Esparció sus miradas por la sala; pero la relativa elegancia con que estaba puesta no la afectó. En miserable bodegón, en un sótano lleno de telarañas, en cualquier lugar subterráneo y fétido habría estado contenta con tal de tener al lado a quien entonces tenía. No se hartaba de mirarle.
«¡Qué guapo estás!».
—¿Pues y tú? ¡Estás preciosísima!... Estás ahora mucho mejor que antes.
—¡Ah!, no—repuso ella con cierta coquetería—. ¿Lo dices porque me he civilizado algo? ¡Quia!, no lo creas: yo no me civilizo, ni quiero; soy siempre pueblo; quiero ser como antes, como cuando tú me echaste el lazo y me cogiste.

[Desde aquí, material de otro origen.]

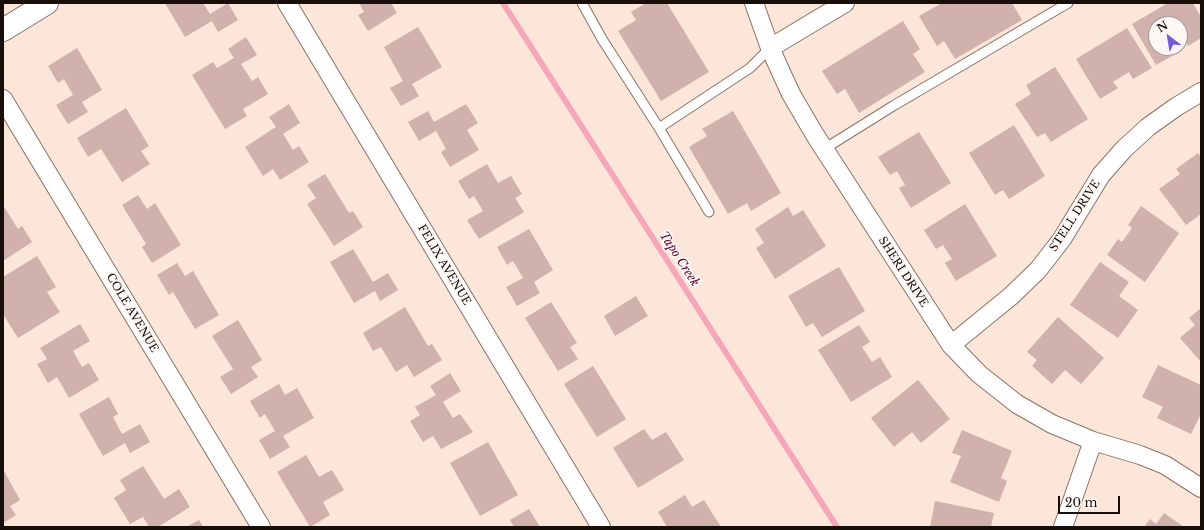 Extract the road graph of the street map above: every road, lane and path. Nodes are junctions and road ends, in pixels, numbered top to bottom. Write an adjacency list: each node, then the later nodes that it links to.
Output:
1 (47, 3): 7 (street)
2 (287, 3): 18 (street, FELIX AVENUE)
3 (582, 3): 11 (lane)
4 (754, 3): 8 (street, SHERI DRIVE)
5 (844, 3): 8 (street)
6 (1068, 3): 12 (lane)
7 (3, 30)
8 (770, 48): 11 (lane); 12 (street, SHERI DRIVE)
9 (1201, 92): 14 (street, STELL DRIVE)
10 (3, 99): 17 (street, COLE AVENUE)
11 (659, 128): 13 (lane)
12 (824, 149): 14 (street, SHERI DRIVE)
13 (709, 212)
14 (951, 345): 15 (street, SHERI DRIVE)
15 (1093, 441): 16 (street, SHERI DRIVE); 19 (street)
16 (1201, 488)
17 (261, 527)
18 (601, 527)
19 (1063, 527)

—¡Pueblo!, eso es—observó Juan con un poquito de pedantería—; en otros términos: lo esencial de la humanidad, la materia prima, porque cuando la civilización deja perder los grandes sentimientos, las ideas matrices, hay que ir a buscarlos al bloque, a la cantera del pueblo.
Fortunata no entendía bien los conceptos; pero alguna idea vaga tenía de aquello.
«Me parece mentira—dijo él—, que te tengo aquí, cogida otra vez con lazo, fierecita mía, y que puedo pedirte perdón por todo el mal que te he hecho...».
—Quita allá... ¡perdón!—exclamó la joven anegándose en su propia generosidad—. Si me quieres, ¿qué importa lo pasado?
En el mismo instante alzó la frente, y con satánica convicción, que tenía cierta hermosura por ser convicción y por ser satánica, se dejó decir estas arrogantes palabras:
«Mi marido eres tú... todo lo demás... ¡papas!».
Elástica era la conciencia de Santa Cruz, mas no tanto que no sintiera cierto terror al oír expresión tan atrevida. Por corresponder, iba él a decir mi mujer eres tú; pero envainó su mentira, como el hombre prudente que reserva para los casos graves el uso de las armas.